WHAT YOU HAVE TO DO - If a line in the records below contains "nodes", copy that line.

─── INFORMATION ───

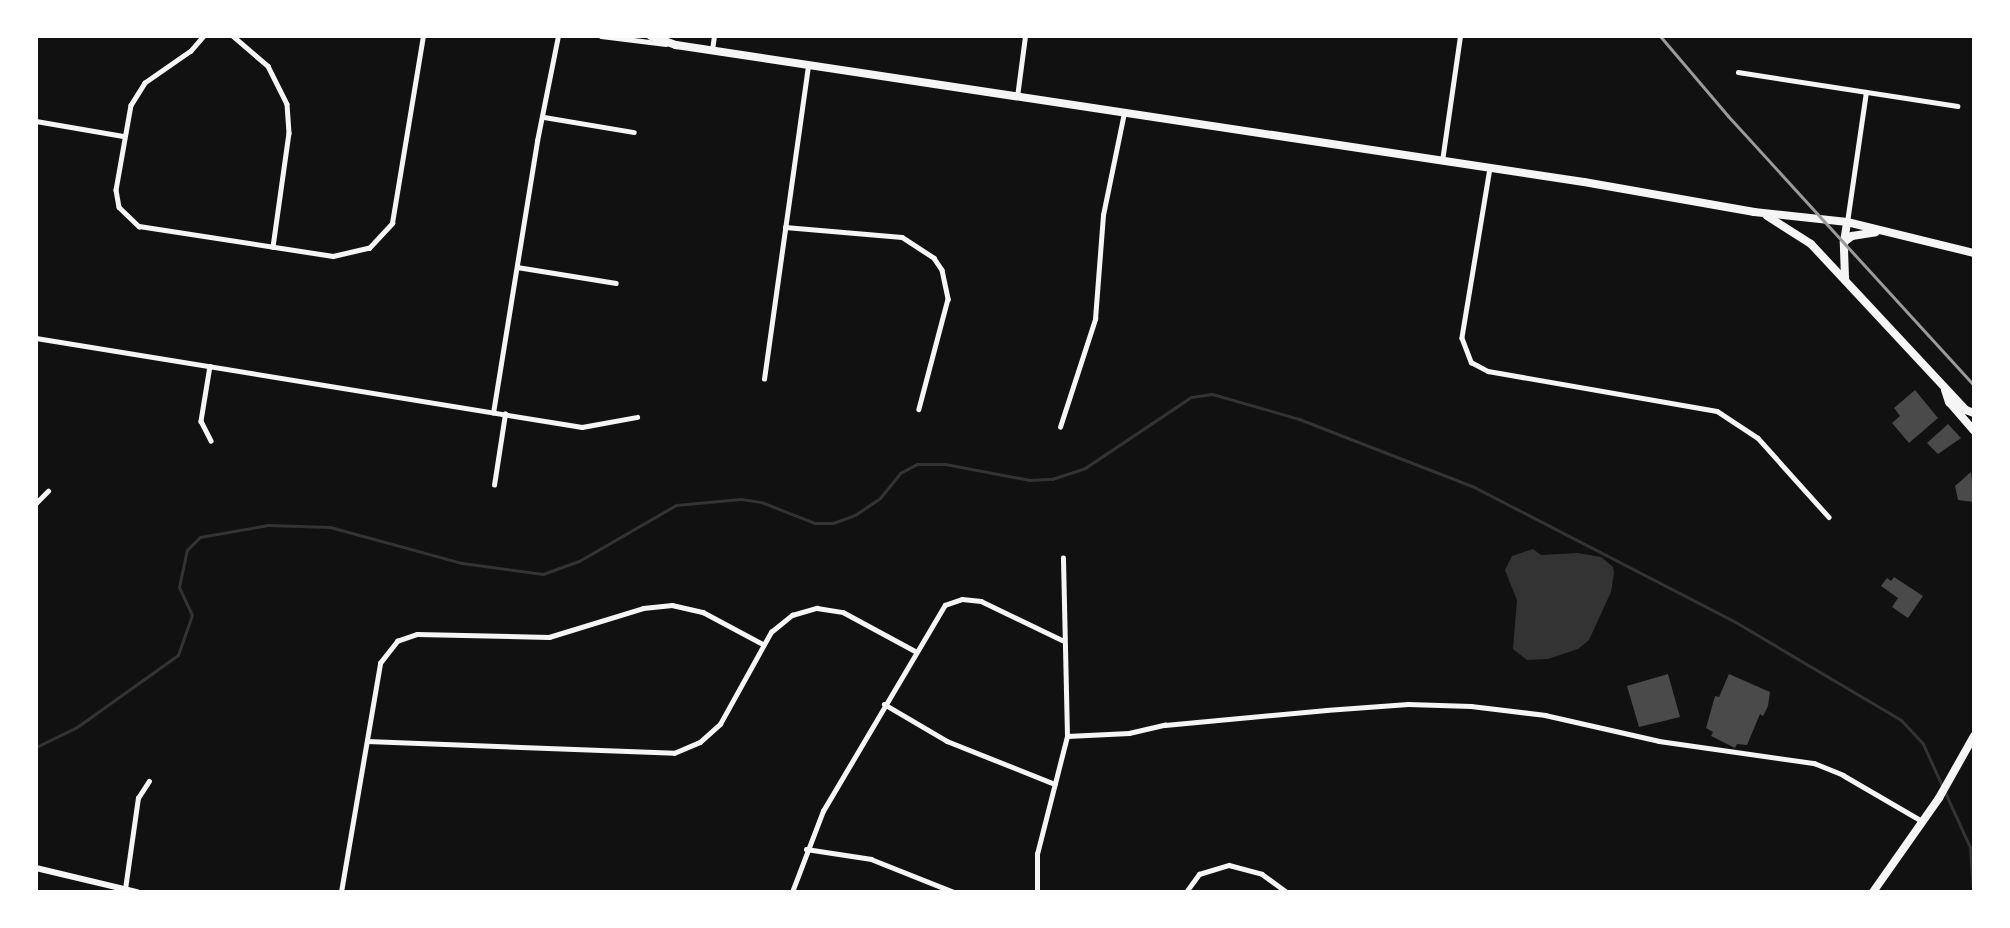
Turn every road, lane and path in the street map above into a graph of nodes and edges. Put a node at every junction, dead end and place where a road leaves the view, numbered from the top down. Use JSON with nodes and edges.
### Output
{"nodes":[{"id":1,"x":204,"y":36,"type":"edge"},
{"id":2,"x":233,"y":36,"type":"edge"},
{"id":3,"x":423,"y":36,"type":"edge"},
{"id":4,"x":558,"y":36,"type":"edge"},
{"id":5,"x":601,"y":36,"type":"edge"},
{"id":6,"x":651,"y":36,"type":"edge"},
{"id":7,"x":714,"y":36,"type":"edge"},
{"id":8,"x":1025,"y":36,"type":"edge"},
{"id":9,"x":1460,"y":36,"type":"edge"},
{"id":10,"x":676,"y":45,"type":"junction"},
{"id":11,"x":712,"y":50,"type":"junction"},
{"id":12,"x":808,"y":65,"type":"junction"},
{"id":13,"x":1738,"y":72,"type":"dead end"},
{"id":14,"x":1866,"y":92,"type":"junction"},
{"id":15,"x":1017,"y":96,"type":"junction"},
{"id":16,"x":1957,"y":106,"type":"dead end"},
{"id":17,"x":1124,"y":113,"type":"junction"},
{"id":18,"x":544,"y":117,"type":"junction"},
{"id":19,"x":36,"y":121,"type":"edge"},
{"id":20,"x":634,"y":132,"type":"dead end"},
{"id":21,"x":123,"y":136,"type":"junction"},
{"id":22,"x":1442,"y":161,"type":"junction"},
{"id":23,"x":1490,"y":168,"type":"junction"},
{"id":24,"x":1754,"y":212,"type":"junction"},
{"id":25,"x":1847,"y":222,"type":"junction"},
{"id":26,"x":785,"y":227,"type":"junction"},
{"id":27,"x":1911,"y":235,"type":"junction"},
{"id":28,"x":1844,"y":242,"type":"junction"},
{"id":29,"x":273,"y":247,"type":"junction"},
{"id":30,"x":1974,"y":253,"type":"edge"},
{"id":31,"x":517,"y":267,"type":"junction"},
{"id":32,"x":1846,"y":281,"type":"junction"},
{"id":33,"x":615,"y":283,"type":"dead end"},
{"id":34,"x":36,"y":338,"type":"edge"},
{"id":35,"x":210,"y":366,"type":"junction"},
{"id":36,"x":764,"y":379,"type":"dead end"},
{"id":37,"x":1943,"y":386,"type":"junction"},
{"id":38,"x":918,"y":409,"type":"dead end"},
{"id":39,"x":493,"y":413,"type":"junction"},
{"id":40,"x":1974,"y":413,"type":"edge"},
{"id":41,"x":505,"y":414,"type":"junction"},
{"id":42,"x":637,"y":417,"type":"dead end"},
{"id":43,"x":1060,"y":428,"type":"dead end"},
{"id":44,"x":1974,"y":431,"type":"edge"},
{"id":45,"x":211,"y":441,"type":"dead end"},
{"id":46,"x":494,"y":485,"type":"dead end"},
{"id":47,"x":48,"y":491,"type":"dead end"},
{"id":48,"x":36,"y":503,"type":"edge"},
{"id":49,"x":1829,"y":517,"type":"dead end"},
{"id":50,"x":1063,"y":558,"type":"dead end"},
{"id":51,"x":1062,"y":640,"type":"junction"},
{"id":52,"x":763,"y":644,"type":"junction"},
{"id":53,"x":915,"y":651,"type":"junction"},
{"id":54,"x":884,"y":704,"type":"junction"},
{"id":55,"x":1067,"y":736,"type":"junction"},
{"id":56,"x":1974,"y":736,"type":"edge"},
{"id":57,"x":367,"y":741,"type":"junction"},
{"id":58,"x":149,"y":781,"type":"dead end"},
{"id":59,"x":1055,"y":784,"type":"junction"},
{"id":60,"x":1922,"y":821,"type":"junction"},
{"id":61,"x":806,"y":849,"type":"junction"},
{"id":62,"x":36,"y":868,"type":"edge"},
{"id":63,"x":125,"y":889,"type":"junction"},
{"id":64,"x":137,"y":892,"type":"edge"},
{"id":65,"x":341,"y":892,"type":"edge"},
{"id":66,"x":792,"y":892,"type":"edge"},
{"id":67,"x":954,"y":892,"type":"edge"},
{"id":68,"x":1037,"y":892,"type":"edge"},
{"id":69,"x":1186,"y":892,"type":"edge"},
{"id":70,"x":1287,"y":892,"type":"edge"},
{"id":71,"x":1873,"y":892,"type":"edge"}],
"edges":[{"from":1,"to":21,"type":"street"},
{"from":2,"to":29,"type":"street"},
{"from":3,"to":29,"type":"street"},
{"from":4,"to":18,"type":"street"},
{"from":5,"to":10,"type":"street"},
{"from":6,"to":10,"type":"main road"},
{"from":7,"to":11,"type":"street"},
{"from":8,"to":15,"type":"street"},
{"from":9,"to":22,"type":"street"},
{"from":10,"to":11,"type":"main road"},
{"from":11,"to":12,"type":"main road"},
{"from":12,"to":15,"type":"main road"},
{"from":12,"to":26,"type":"street"},
{"from":13,"to":14,"type":"street"},
{"from":14,"to":16,"type":"street"},
{"from":14,"to":25,"type":"street"},
{"from":15,"to":17,"type":"main road"},
{"from":17,"to":22,"type":"main road"},
{"from":17,"to":43,"type":"street"},
{"from":18,"to":20,"type":"street"},
{"from":18,"to":31,"type":"street"},
{"from":19,"to":21,"type":"street"},
{"from":21,"to":29,"type":"street"},
{"from":22,"to":23,"type":"main road"},
{"from":23,"to":24,"type":"main road"},
{"from":23,"to":49,"type":"street"},
{"from":24,"to":25,"type":"main road"},
{"from":24,"to":32,"type":"main road"},
{"from":25,"to":27,"type":"main road"},
{"from":25,"to":28,"type":"main road"},
{"from":26,"to":36,"type":"street"},
{"from":26,"to":38,"type":"street"},
{"from":27,"to":28,"type":"main road"},
{"from":27,"to":30,"type":"main road"},
{"from":28,"to":32,"type":"main road"},
{"from":31,"to":33,"type":"street"},
{"from":31,"to":39,"type":"street"},
{"from":32,"to":37,"type":"main road"},
{"from":34,"to":35,"type":"street"},
{"from":35,"to":39,"type":"street"},
{"from":35,"to":45,"type":"street"},
{"from":37,"to":40,"type":"main road"},
{"from":37,"to":44,"type":"main road"},
{"from":39,"to":41,"type":"street"},
{"from":41,"to":42,"type":"street"},
{"from":41,"to":46,"type":"street"},
{"from":47,"to":48,"type":"street"},
{"from":50,"to":51,"type":"street"},
{"from":51,"to":53,"type":"street"},
{"from":51,"to":55,"type":"street"},
{"from":52,"to":53,"type":"street"},
{"from":52,"to":57,"type":"street"},
{"from":52,"to":57,"type":"street"},
{"from":53,"to":54,"type":"street"},
{"from":54,"to":59,"type":"street"},
{"from":54,"to":61,"type":"street"},
{"from":55,"to":59,"type":"street"},
{"from":55,"to":60,"type":"street"},
{"from":56,"to":60,"type":"main road"},
{"from":57,"to":65,"type":"street"},
{"from":58,"to":63,"type":"street"},
{"from":59,"to":68,"type":"street"},
{"from":60,"to":71,"type":"main road"},
{"from":61,"to":66,"type":"street"},
{"from":61,"to":67,"type":"street"},
{"from":62,"to":63,"type":"street"},
{"from":63,"to":64,"type":"street"},
{"from":69,"to":70,"type":"street"}]}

───

WRITTEN SOLUTION -
Turn every road, lane and path in the street map above into a graph of nodes and edges. Put a node at every junction, dead end and place where a road leaves the view, numbered from the top down. Use JSON with nodes and edges.
{"nodes":[{"id":1,"x":204,"y":36,"type":"edge"},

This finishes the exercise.